Pour eux, si vous étiez d’une couleur de peau, d’une religion, d’une culture différente de la leur, vous étiez déjà suspect, par nature. Si, en plus, vous vous étiez rendu coupable d’un délit ou d’un crime quelconque, alors vous méritiez la peine la plus sévère prévue par la loi.

Les avocats de Ratih ne s’attendaient donc à aucune clémence de la part de cette fraction du jury. Restaient ses autres composantes : Afroaméricains, Latinoaméricains et Asiatiques.

Curieusement, les premiers – encore discriminés, en particulier dans les États du Sud – avaient tendance à se comporter comme les Blancs, par un réflexe de repli identitaire.

Les deux autres groupes, principalement issus de vagues migratoires plus récentes, étaient réputés plus « ouverts » aux problèmes rencontrés par leurs « frères ».

Étant donné sa composition, les avocats de Ratih nourrissaient encore un petit espoir de voir le jury rejeter la culpabilité de leur cliente.

Hélas, en dépit de la légèreté des preuves présentées, il déclara Ratih « coupable » et, conformément à la procédure, le procès fut alors ajourné jusqu’au prononcé ultérieur de la sentence.

La requête en annulation pour insuffisance de preuve, présentée par son avocate fut rejetée et toutes les parties se retrouvèrent donc, une semaine plus tard, pour l’audience fatidique qui allait décider du sort de Ratih pour des années !

Pour le crime dont elle avait été à tort reconnue coupable, elle encourait une peine maximale de vingt ans et là où une citoyenne américaine aurait pu avoir accès à la probation ou même à une libération sur parole (1), sa condition d’étrangère la contraignait à la prison ferme sur place. En effet, il n’existait pas de convention d’extradition entre son pays et les États-Unis !

Mais, finalement, le juge Connolly fit preuve d’une certaine clémence, puisqu’elle ne fut condamnée qu’à cinq ans d’emprisonnement, la peine minimum. Les attendus du jugement prenaient en compte sa condition de primo-délinquante, ses charges familiales, la non-préméditation et l’attitude menaçante de John au moment des faits.

Fallait-il interjeter appel de cette sentence, avec le risque que le second procès accouche d’une peine plus lourde que la première ?

Son avocate n’en était pas partisane, estimant qu’elle ne s’en tirait pas si mal et, abattue par la rude nouvelle, Ratih finit par se ranger à son avis.

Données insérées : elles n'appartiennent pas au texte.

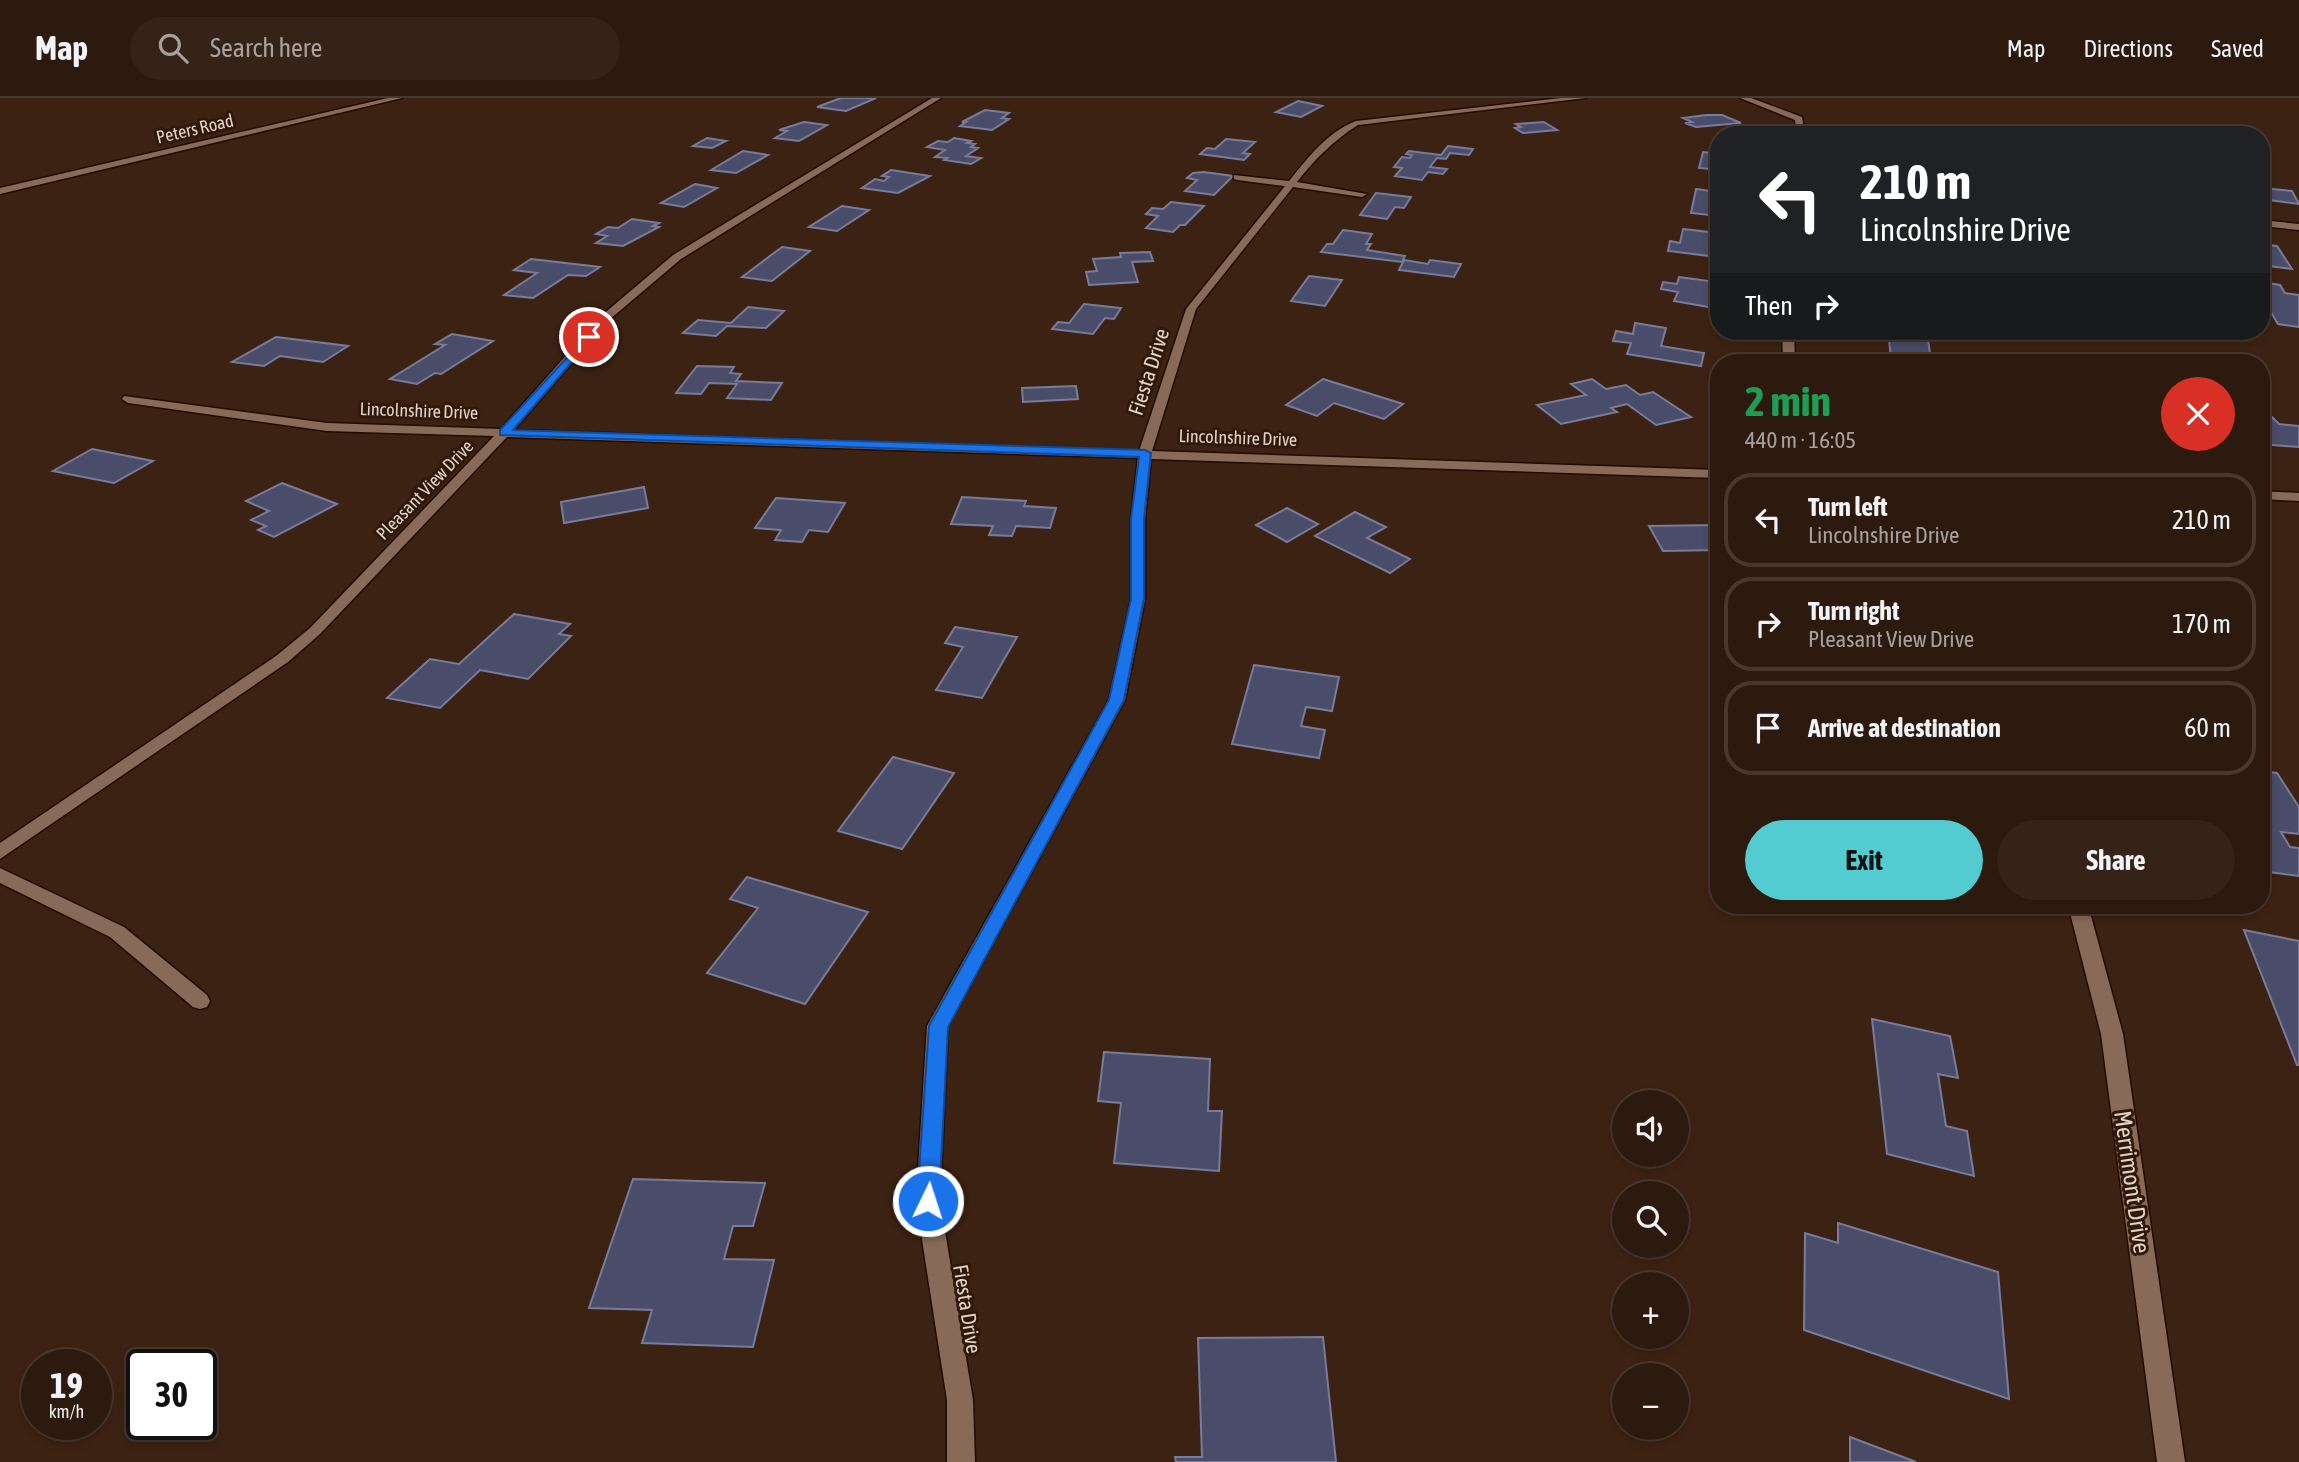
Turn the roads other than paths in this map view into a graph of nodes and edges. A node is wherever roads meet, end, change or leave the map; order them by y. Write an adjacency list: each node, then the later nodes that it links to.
1 (398, 98): 8 (street, Peters Road)
2 (937, 98): 13 (street, Pleasant View Drive)
3 (1582, 98): 7 (street, Fiesta Drive)
4 (1744, 98): 5 (street)
5 (1799, 126)
6 (1237, 177): 7 (street)
7 (1293, 184): 9 (street); 14 (street, Fiesta Drive)
8 (0, 191)
9 (1362, 194)
10 (2270, 224): 11 (street)
11 (2299, 227)
12 (128, 399): 13 (street, Lincolnshire Drive)
13 (504, 433): 14 (street, Lincolnshire Drive); 18 (street, Pleasant View Drive)
14 (1145, 453): 15 (street, Lincolnshire Drive); 22 (street, Fiesta Drive)
15 (1710, 474)
16 (2270, 495): 17 (street)
17 (2299, 496)
18 (0, 852)
19 (0, 875): 21 (street)
20 (2080, 914): 23 (street, Merrimont Drive)
21 (200, 1000)
22 (961, 1462)
23 (2171, 1462)

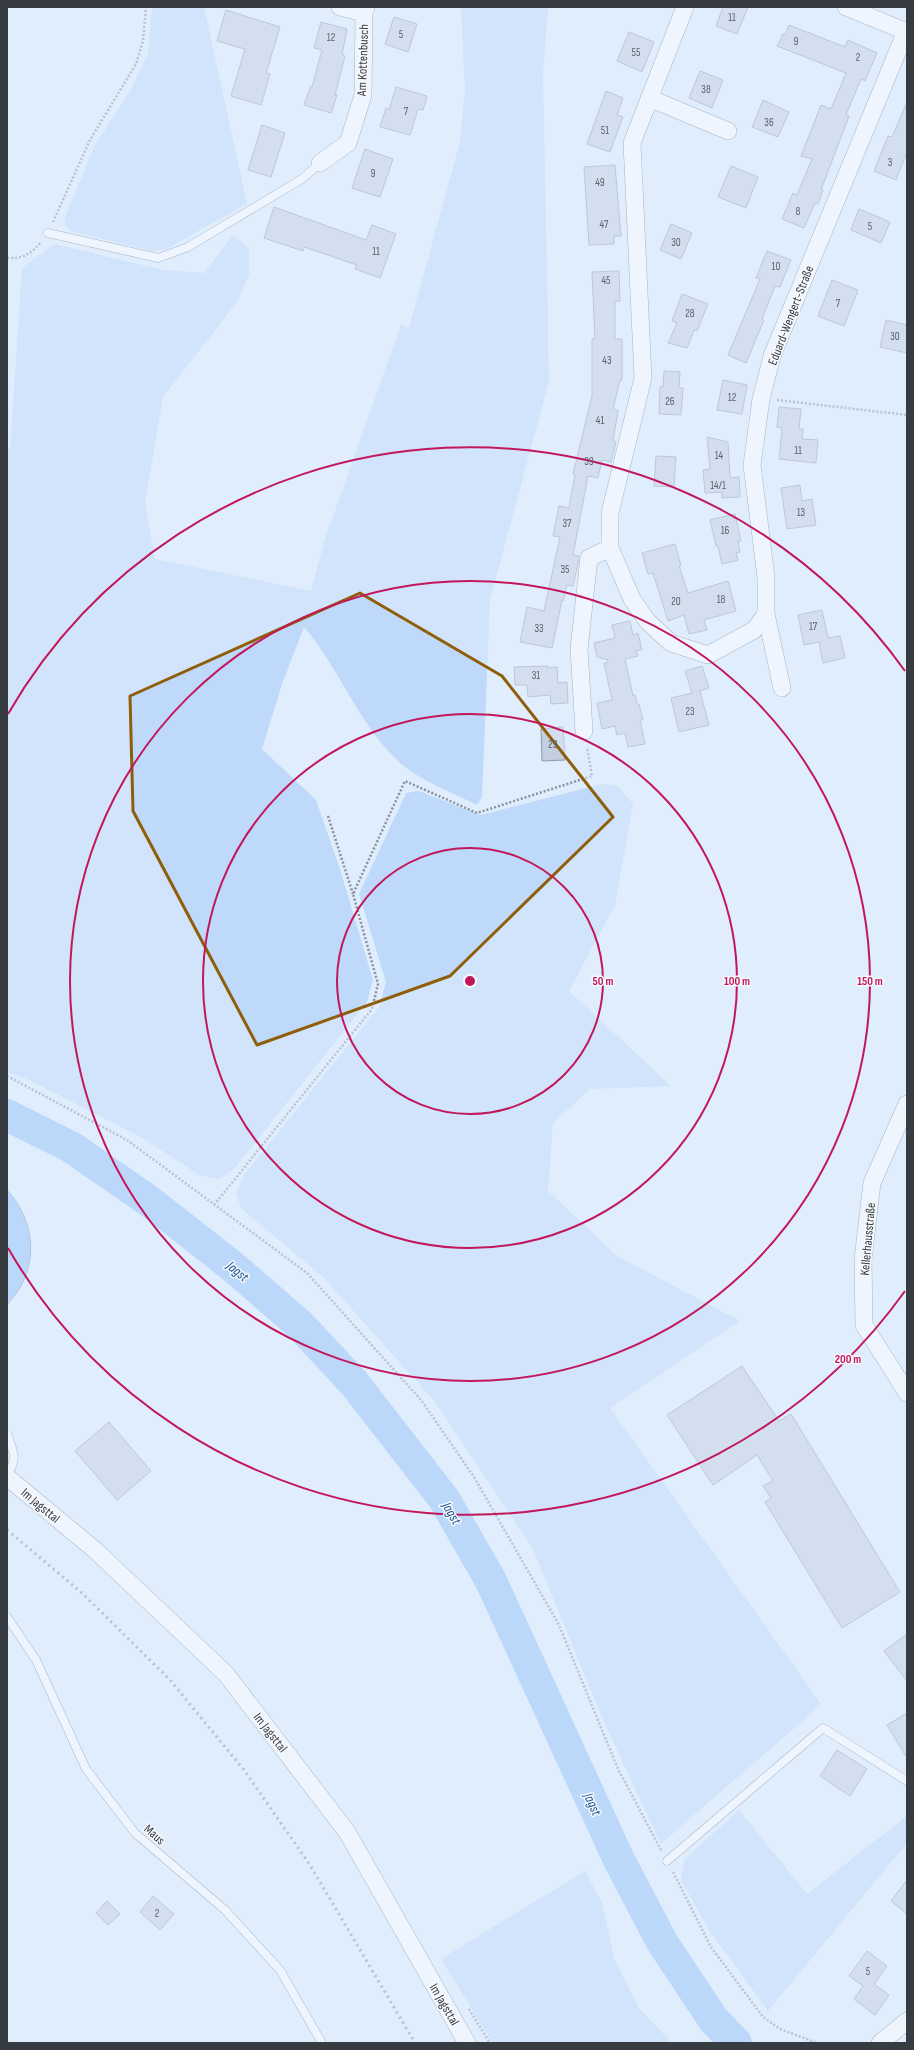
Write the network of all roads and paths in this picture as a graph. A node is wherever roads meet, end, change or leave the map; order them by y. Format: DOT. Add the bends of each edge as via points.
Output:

« D’autant plus, lui dit Lisbeth Jones, que vous devriez pouvoir bénéficier d’une remise de peine lorsque vous passerez de plein droit, à mi-condamnation, devant la Commission des libertés conditionnelles de l’État de New York. Les remises dépendent en général de trois facteurs : la bonne conduite en prison, la participation à des activités pénitentiaires et l’absence de condamnation antérieure. Vous remplissez déjà une condition. Dans votre cas, je pense que nous pouvons espérer une libération au bout de trois ans. »

Pour l’instant, Ratih voyait cet espoir bien mince, réduit à un point minuscule sur un horizon lointain, qu’elle peinait même à se représenter.

Pour l’instant, elle ne voyait autour d’elle que les quatre murs de sa cellule, n’entendait que les multiples bruits agressifs de la détention, ne percevait que le rythme assourdi des jours et les secondes, minutes et heures interminables de ses nuits d’insomnie.

Pour l’instant, toute foi en la vie l’avait abandonnée.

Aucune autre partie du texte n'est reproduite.